ASSIGNED TASK:
The entries below are to be returned exactly. Include all of them.

DATASET RECORDS:

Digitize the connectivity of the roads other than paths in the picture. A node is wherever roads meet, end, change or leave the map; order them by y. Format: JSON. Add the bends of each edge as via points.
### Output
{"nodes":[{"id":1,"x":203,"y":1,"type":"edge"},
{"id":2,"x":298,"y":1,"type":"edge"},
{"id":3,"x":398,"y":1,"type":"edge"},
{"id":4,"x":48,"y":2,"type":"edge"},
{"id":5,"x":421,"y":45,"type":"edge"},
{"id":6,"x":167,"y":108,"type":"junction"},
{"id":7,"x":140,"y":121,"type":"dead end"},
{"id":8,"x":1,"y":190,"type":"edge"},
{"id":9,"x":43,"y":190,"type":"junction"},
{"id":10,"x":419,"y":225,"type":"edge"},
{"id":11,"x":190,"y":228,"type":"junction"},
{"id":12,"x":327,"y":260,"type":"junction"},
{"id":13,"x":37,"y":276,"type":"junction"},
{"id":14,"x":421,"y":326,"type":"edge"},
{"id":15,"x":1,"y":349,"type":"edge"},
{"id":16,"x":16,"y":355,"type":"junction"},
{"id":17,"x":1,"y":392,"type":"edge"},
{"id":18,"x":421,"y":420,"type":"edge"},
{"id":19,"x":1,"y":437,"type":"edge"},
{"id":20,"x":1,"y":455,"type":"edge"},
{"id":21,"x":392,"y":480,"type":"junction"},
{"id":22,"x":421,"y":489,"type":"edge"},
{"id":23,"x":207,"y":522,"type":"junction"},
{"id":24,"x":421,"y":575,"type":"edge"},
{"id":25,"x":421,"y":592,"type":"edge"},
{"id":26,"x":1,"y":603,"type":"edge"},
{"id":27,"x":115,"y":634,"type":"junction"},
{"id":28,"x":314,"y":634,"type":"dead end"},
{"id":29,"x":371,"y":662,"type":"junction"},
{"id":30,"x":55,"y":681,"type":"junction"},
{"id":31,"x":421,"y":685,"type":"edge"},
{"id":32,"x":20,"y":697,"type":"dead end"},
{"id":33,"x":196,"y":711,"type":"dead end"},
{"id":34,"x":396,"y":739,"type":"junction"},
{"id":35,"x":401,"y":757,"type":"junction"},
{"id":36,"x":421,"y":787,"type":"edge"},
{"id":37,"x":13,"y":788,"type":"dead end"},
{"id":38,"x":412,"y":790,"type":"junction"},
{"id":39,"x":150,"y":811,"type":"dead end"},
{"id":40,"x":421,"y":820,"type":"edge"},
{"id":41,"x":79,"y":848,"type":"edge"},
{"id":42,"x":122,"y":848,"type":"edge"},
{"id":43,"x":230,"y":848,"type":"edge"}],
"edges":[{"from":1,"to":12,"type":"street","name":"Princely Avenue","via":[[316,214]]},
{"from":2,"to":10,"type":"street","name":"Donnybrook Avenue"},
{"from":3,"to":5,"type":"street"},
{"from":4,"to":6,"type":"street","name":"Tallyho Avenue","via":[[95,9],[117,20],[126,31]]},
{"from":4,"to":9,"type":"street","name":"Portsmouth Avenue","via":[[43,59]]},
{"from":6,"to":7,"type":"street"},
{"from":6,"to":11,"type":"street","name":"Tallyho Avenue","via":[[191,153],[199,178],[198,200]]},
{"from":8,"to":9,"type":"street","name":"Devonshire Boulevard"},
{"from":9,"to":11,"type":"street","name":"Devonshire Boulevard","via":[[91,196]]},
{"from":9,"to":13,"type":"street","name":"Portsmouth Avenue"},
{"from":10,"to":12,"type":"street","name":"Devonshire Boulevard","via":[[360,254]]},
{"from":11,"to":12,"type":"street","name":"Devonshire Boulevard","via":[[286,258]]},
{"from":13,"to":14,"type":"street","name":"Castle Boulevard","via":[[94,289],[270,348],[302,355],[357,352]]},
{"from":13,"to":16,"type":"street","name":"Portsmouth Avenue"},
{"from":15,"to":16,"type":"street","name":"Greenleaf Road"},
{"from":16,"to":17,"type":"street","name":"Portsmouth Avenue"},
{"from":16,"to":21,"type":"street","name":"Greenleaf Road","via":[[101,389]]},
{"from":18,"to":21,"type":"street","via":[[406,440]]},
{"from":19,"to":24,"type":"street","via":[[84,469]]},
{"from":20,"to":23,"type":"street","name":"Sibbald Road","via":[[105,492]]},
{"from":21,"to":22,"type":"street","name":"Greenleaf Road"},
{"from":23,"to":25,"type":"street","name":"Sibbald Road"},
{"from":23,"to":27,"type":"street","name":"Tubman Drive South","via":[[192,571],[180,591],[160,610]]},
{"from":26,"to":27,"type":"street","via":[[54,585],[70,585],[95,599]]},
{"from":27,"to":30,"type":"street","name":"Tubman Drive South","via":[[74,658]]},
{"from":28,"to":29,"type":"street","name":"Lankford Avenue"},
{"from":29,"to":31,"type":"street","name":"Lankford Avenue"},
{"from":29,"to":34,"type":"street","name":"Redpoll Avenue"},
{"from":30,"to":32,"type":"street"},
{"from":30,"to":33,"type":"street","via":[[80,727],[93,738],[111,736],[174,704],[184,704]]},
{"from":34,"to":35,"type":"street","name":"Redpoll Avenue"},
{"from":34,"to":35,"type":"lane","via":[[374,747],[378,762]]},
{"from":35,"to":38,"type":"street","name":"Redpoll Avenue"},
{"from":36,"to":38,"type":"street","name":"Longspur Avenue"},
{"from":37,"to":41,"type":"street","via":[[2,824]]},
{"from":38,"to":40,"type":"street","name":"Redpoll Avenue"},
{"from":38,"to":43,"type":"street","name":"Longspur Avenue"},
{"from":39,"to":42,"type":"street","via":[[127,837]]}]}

TASK OUTPUT:
Digitize the connectivity of the roads other than paths in the picture. A node is wherever roads meet, end, change or leave the map; order them by y. Format: JSON. Add the bends of each edge as via points.
### Output
{"nodes":[{"id":1,"x":203,"y":1,"type":"edge"},
{"id":2,"x":298,"y":1,"type":"edge"},
{"id":3,"x":398,"y":1,"type":"edge"},
{"id":4,"x":48,"y":2,"type":"edge"},
{"id":5,"x":421,"y":45,"type":"edge"},
{"id":6,"x":167,"y":108,"type":"junction"},
{"id":7,"x":140,"y":121,"type":"dead end"},
{"id":8,"x":1,"y":190,"type":"edge"},
{"id":9,"x":43,"y":190,"type":"junction"},
{"id":10,"x":419,"y":225,"type":"edge"},
{"id":11,"x":190,"y":228,"type":"junction"},
{"id":12,"x":327,"y":260,"type":"junction"},
{"id":13,"x":37,"y":276,"type":"junction"},
{"id":14,"x":421,"y":326,"type":"edge"},
{"id":15,"x":1,"y":349,"type":"edge"},
{"id":16,"x":16,"y":355,"type":"junction"},
{"id":17,"x":1,"y":392,"type":"edge"},
{"id":18,"x":421,"y":420,"type":"edge"},
{"id":19,"x":1,"y":437,"type":"edge"},
{"id":20,"x":1,"y":455,"type":"edge"},
{"id":21,"x":392,"y":480,"type":"junction"},
{"id":22,"x":421,"y":489,"type":"edge"},
{"id":23,"x":207,"y":522,"type":"junction"},
{"id":24,"x":421,"y":575,"type":"edge"},
{"id":25,"x":421,"y":592,"type":"edge"},
{"id":26,"x":1,"y":603,"type":"edge"},
{"id":27,"x":115,"y":634,"type":"junction"},
{"id":28,"x":314,"y":634,"type":"dead end"},
{"id":29,"x":371,"y":662,"type":"junction"},
{"id":30,"x":55,"y":681,"type":"junction"},
{"id":31,"x":421,"y":685,"type":"edge"},
{"id":32,"x":20,"y":697,"type":"dead end"},
{"id":33,"x":196,"y":711,"type":"dead end"},
{"id":34,"x":396,"y":739,"type":"junction"},
{"id":35,"x":401,"y":757,"type":"junction"},
{"id":36,"x":421,"y":787,"type":"edge"},
{"id":37,"x":13,"y":788,"type":"dead end"},
{"id":38,"x":412,"y":790,"type":"junction"},
{"id":39,"x":150,"y":811,"type":"dead end"},
{"id":40,"x":421,"y":820,"type":"edge"},
{"id":41,"x":79,"y":848,"type":"edge"},
{"id":42,"x":122,"y":848,"type":"edge"},
{"id":43,"x":230,"y":848,"type":"edge"}],
"edges":[{"from":1,"to":12,"type":"street","name":"Princely Avenue","via":[[316,214]]},
{"from":2,"to":10,"type":"street","name":"Donnybrook Avenue"},
{"from":3,"to":5,"type":"street"},
{"from":4,"to":6,"type":"street","name":"Tallyho Avenue","via":[[95,9],[117,20],[126,31]]},
{"from":4,"to":9,"type":"street","name":"Portsmouth Avenue","via":[[43,59]]},
{"from":6,"to":7,"type":"street"},
{"from":6,"to":11,"type":"street","name":"Tallyho Avenue","via":[[191,153],[199,178],[198,200]]},
{"from":8,"to":9,"type":"street","name":"Devonshire Boulevard"},
{"from":9,"to":11,"type":"street","name":"Devonshire Boulevard","via":[[91,196]]},
{"from":9,"to":13,"type":"street","name":"Portsmouth Avenue"},
{"from":10,"to":12,"type":"street","name":"Devonshire Boulevard","via":[[360,254]]},
{"from":11,"to":12,"type":"street","name":"Devonshire Boulevard","via":[[286,258]]},
{"from":13,"to":14,"type":"street","name":"Castle Boulevard","via":[[94,289],[270,348],[302,355],[357,352]]},
{"from":13,"to":16,"type":"street","name":"Portsmouth Avenue"},
{"from":15,"to":16,"type":"street","name":"Greenleaf Road"},
{"from":16,"to":17,"type":"street","name":"Portsmouth Avenue"},
{"from":16,"to":21,"type":"street","name":"Greenleaf Road","via":[[101,389]]},
{"from":18,"to":21,"type":"street","via":[[406,440]]},
{"from":19,"to":24,"type":"street","via":[[84,469]]},
{"from":20,"to":23,"type":"street","name":"Sibbald Road","via":[[105,492]]},
{"from":21,"to":22,"type":"street","name":"Greenleaf Road"},
{"from":23,"to":25,"type":"street","name":"Sibbald Road"},
{"from":23,"to":27,"type":"street","name":"Tubman Drive South","via":[[192,571],[180,591],[160,610]]},
{"from":26,"to":27,"type":"street","via":[[54,585],[70,585],[95,599]]},
{"from":27,"to":30,"type":"street","name":"Tubman Drive South","via":[[74,658]]},
{"from":28,"to":29,"type":"street","name":"Lankford Avenue"},
{"from":29,"to":31,"type":"street","name":"Lankford Avenue"},
{"from":29,"to":34,"type":"street","name":"Redpoll Avenue"},
{"from":30,"to":32,"type":"street"},
{"from":30,"to":33,"type":"street","via":[[80,727],[93,738],[111,736],[174,704],[184,704]]},
{"from":34,"to":35,"type":"street","name":"Redpoll Avenue"},
{"from":34,"to":35,"type":"lane","via":[[374,747],[378,762]]},
{"from":35,"to":38,"type":"street","name":"Redpoll Avenue"},
{"from":36,"to":38,"type":"street","name":"Longspur Avenue"},
{"from":37,"to":41,"type":"street","via":[[2,824]]},
{"from":38,"to":40,"type":"street","name":"Redpoll Avenue"},
{"from":38,"to":43,"type":"street","name":"Longspur Avenue"},
{"from":39,"to":42,"type":"street","via":[[127,837]]}]}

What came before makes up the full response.